No, this isn't a post about me undergoing the same surgery that Marilyn Manson allegedly went through, though they say it has it's advantages. This post covers something far more important (and I mean far more important) -- pork ribs.

Ahh Pork Ribs. Undeniable summery, undeniably messy and undeniably tasty. I am in love -- my favorite meat mingling with my favorite condiment in what is one of the most satisfying and comforting meals in your repertoire.

How to cook ribs is one of the most hotly debated issues in the culinary world. Barbecue gurus from different parts of the country can't even agree on whether barbecue represents the way the meat is cooked or the sauce in which is it (sometimes) smothered. Nor can rib aficianados decide how fall-off-the-bone they should be, or exactly what cooking method should be used. Yes, folks, disagreement is the hallmark of this unique little corner of food nirvana. Read this paragraph as a disclaimer that while the way I "barbecue" ribs might be vastly different than the way you do, it results in a damn good final product.

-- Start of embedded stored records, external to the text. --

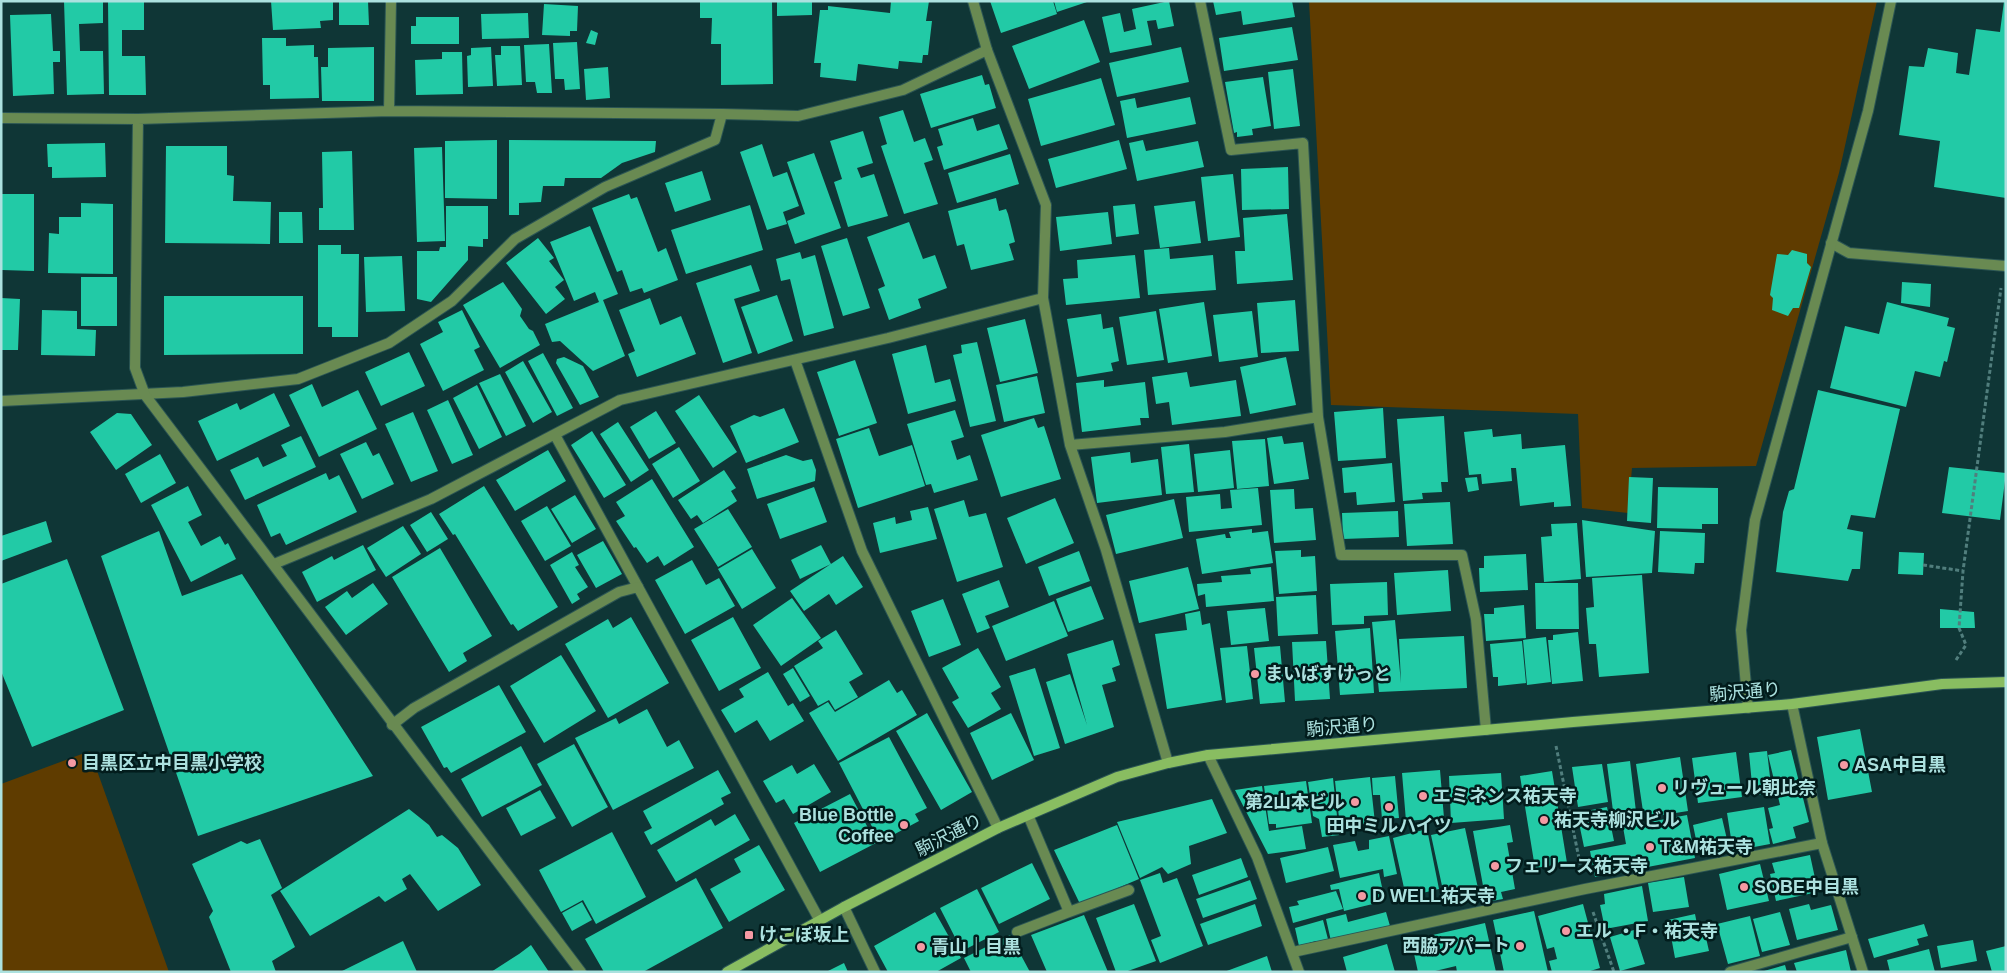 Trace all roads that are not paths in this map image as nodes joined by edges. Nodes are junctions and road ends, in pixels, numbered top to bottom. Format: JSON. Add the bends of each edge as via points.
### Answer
{"nodes":[{"id":1,"x":391,"y":1,"type":"edge"},
{"id":2,"x":973,"y":1,"type":"edge"},
{"id":3,"x":1200,"y":1,"type":"edge"},
{"id":4,"x":1891,"y":1,"type":"edge"},
{"id":5,"x":987,"y":50,"type":"junction"},
{"id":6,"x":389,"y":112,"type":"junction"},
{"id":7,"x":722,"y":114,"type":"junction"},
{"id":8,"x":1,"y":118,"type":"edge"},
{"id":9,"x":138,"y":119,"type":"junction"},
{"id":10,"x":1831,"y":243,"type":"junction"},
{"id":11,"x":2006,"y":266,"type":"edge"},
{"id":12,"x":1043,"y":298,"type":"junction"},
{"id":13,"x":795,"y":360,"type":"junction"},
{"id":14,"x":145,"y":395,"type":"junction"},
{"id":15,"x":1,"y":401,"type":"edge"},
{"id":16,"x":1318,"y":417,"type":"junction"},
{"id":17,"x":555,"y":435,"type":"junction"},
{"id":18,"x":1070,"y":445,"type":"junction"},
{"id":19,"x":274,"y":564,"type":"junction"},
{"id":20,"x":638,"y":587,"type":"junction"},
{"id":21,"x":2006,"y":682,"type":"edge"},
{"id":22,"x":1792,"y":704,"type":"junction"},
{"id":23,"x":1748,"y":708,"type":"junction"},
{"id":24,"x":392,"y":725,"type":"junction"},
{"id":25,"x":1486,"y":730,"type":"junction"},
{"id":26,"x":1208,"y":755,"type":"junction"},
{"id":27,"x":1168,"y":763,"type":"junction"},
{"id":28,"x":1028,"y":815,"type":"junction"},
{"id":29,"x":998,"y":828,"type":"junction"},
{"id":30,"x":1822,"y":843,"type":"junction"},
{"id":31,"x":1129,"y":890,"type":"dead end"},
{"id":32,"x":844,"y":907,"type":"junction"},
{"id":33,"x":1069,"y":912,"type":"junction"},
{"id":34,"x":820,"y":921,"type":"junction"},
{"id":35,"x":1017,"y":932,"type":"dead end"},
{"id":36,"x":1852,"y":937,"type":"junction"},
{"id":37,"x":1292,"y":952,"type":"junction"},
{"id":38,"x":739,"y":969,"type":"edge"},
{"id":39,"x":581,"y":972,"type":"edge"},
{"id":40,"x":727,"y":972,"type":"edge"},
{"id":41,"x":875,"y":972,"type":"edge"},
{"id":42,"x":1299,"y":972,"type":"edge"},
{"id":43,"x":1730,"y":972,"type":"edge"},
{"id":44,"x":1863,"y":972,"type":"edge"}],
"edges":[{"from":1,"to":6,"type":"street"},
{"from":2,"to":5,"type":"street"},
{"from":3,"to":16,"type":"street","via":[[1231,150],[1303,143]]},
{"from":4,"to":10,"type":"street","via":[[1868,111]]},
{"from":5,"to":7,"type":"street","via":[[903,90],[798,116]]},
{"from":5,"to":12,"type":"street","via":[[1046,205]]},
{"from":6,"to":7,"type":"street"},
{"from":6,"to":9,"type":"street"},
{"from":7,"to":14,"type":"street","via":[[715,140],[606,187],[515,239],[452,301],[389,343],[298,379]]},
{"from":8,"to":9,"type":"street"},
{"from":9,"to":14,"type":"street","via":[[135,368]]},
{"from":10,"to":11,"type":"street","via":[[1849,253]]},
{"from":10,"to":23,"type":"street","via":[[1755,520],[1741,630]]},
{"from":12,"to":13,"type":"street"},
{"from":12,"to":18,"type":"street"},
{"from":13,"to":17,"type":"street","via":[[620,400]]},
{"from":13,"to":29,"type":"street","via":[[862,550]]},
{"from":14,"to":15,"type":"street"},
{"from":14,"to":19,"type":"street"},
{"from":16,"to":18,"type":"street","via":[[1225,432]]},
{"from":16,"to":25,"type":"street","via":[[1341,555],[1462,555],[1476,619]]},
{"from":17,"to":19,"type":"street","via":[[431,499]]},
{"from":17,"to":20,"type":"street"},
{"from":18,"to":27,"type":"street","via":[[1106,550]]},
{"from":19,"to":24,"type":"street"},
{"from":20,"to":24,"type":"street","via":[[611,597],[414,708]]},
{"from":20,"to":34,"type":"street"},
{"from":21,"to":22,"type":"main road","name":"駒沢通り","via":[[1942,684]]},
{"from":22,"to":23,"type":"main road","name":"駒沢通り"},
{"from":22,"to":30,"type":"street"},
{"from":23,"to":25,"type":"main road","name":"駒沢通り"},
{"from":24,"to":39,"type":"street"},
{"from":25,"to":26,"type":"main road","name":"駒沢通り"},
{"from":26,"to":27,"type":"main road","name":"駒沢通り"},
{"from":26,"to":37,"type":"street","via":[[1257,857]]},
{"from":27,"to":28,"type":"main road","name":"駒沢通り","via":[[1117,777]]},
{"from":28,"to":29,"type":"main road","name":"駒沢通り"},
{"from":28,"to":33,"type":"street"},
{"from":29,"to":32,"type":"main road","name":"駒沢通り"},
{"from":30,"to":36,"type":"street"},
{"from":30,"to":37,"type":"street","via":[[1585,889]]},
{"from":31,"to":33,"type":"street"},
{"from":32,"to":34,"type":"main road","name":"駒沢通り"},
{"from":32,"to":41,"type":"street"},
{"from":33,"to":35,"type":"street"},
{"from":34,"to":38,"type":"main road","name":"駒沢通り"},
{"from":36,"to":43,"type":"street"},
{"from":36,"to":44,"type":"street"},
{"from":37,"to":42,"type":"street"},
{"from":38,"to":40,"type":"main road","name":"駒沢通り"}]}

One more thing before I get down to brass tacks -- I mentioned that some question whether ribs should fall off the bone or not. I say, they should. You should be able to grab each individual rib and yank it cleanly out of it's meaty home.

So here are today's players:

You obviously need ribs:
St. Louis Ribs.

For the liquid in which the ribs are cooked:
3/8 Barbecue Sauce
3/8 Beef Stock
1/4 Red Wine Vinegar

For delicious purposes:
More Barbecue Sauce

Simply combine all three liquids in a bowl and stir together (it will be fairly thin). Please don't measure them. Just make sure you have more barbecue and beef stock than vinegar. Taste it, and make sure it's not too vinegary. Now you're going to place your ribs in a baking pan that can accomodate and dump your saucy mixture on top. You want the ribs to be nearly completely covered, if they are sticking out a little bit that's fine. Cover tightly with foil and toss in your preheated 350 degree oven for about 3 or 4 hours (one of my good buddies once did about 10 hours once, but only because we sort of forgot about them, I don't recommend cooking them for that long).

You'll know the ribs are done when they fall apart if you look at them cross. Gingerly transfer the ribs from the liquid onto a broiler pan. Brush a coat of sauce on the ribs; toss under the broiler, lick your lips, pace around the kitchen, peak 2-3-4 times, remove from broiler (the sauce will get nice and bubbly, if you're patient, you can let it start to really caramelize nicely (I am not patient).

Break out the wet naps and serve with some mashed or crash hot potatoes and corn on the cob. No, you don't have to send me a thank you card.

A note about BBQ Sauce: I do not make my own. I use Sweet Baby Rays which, for my money, is the best commercially available sauce on the market. Feel free to doctor it up, but I doubt you will see the need.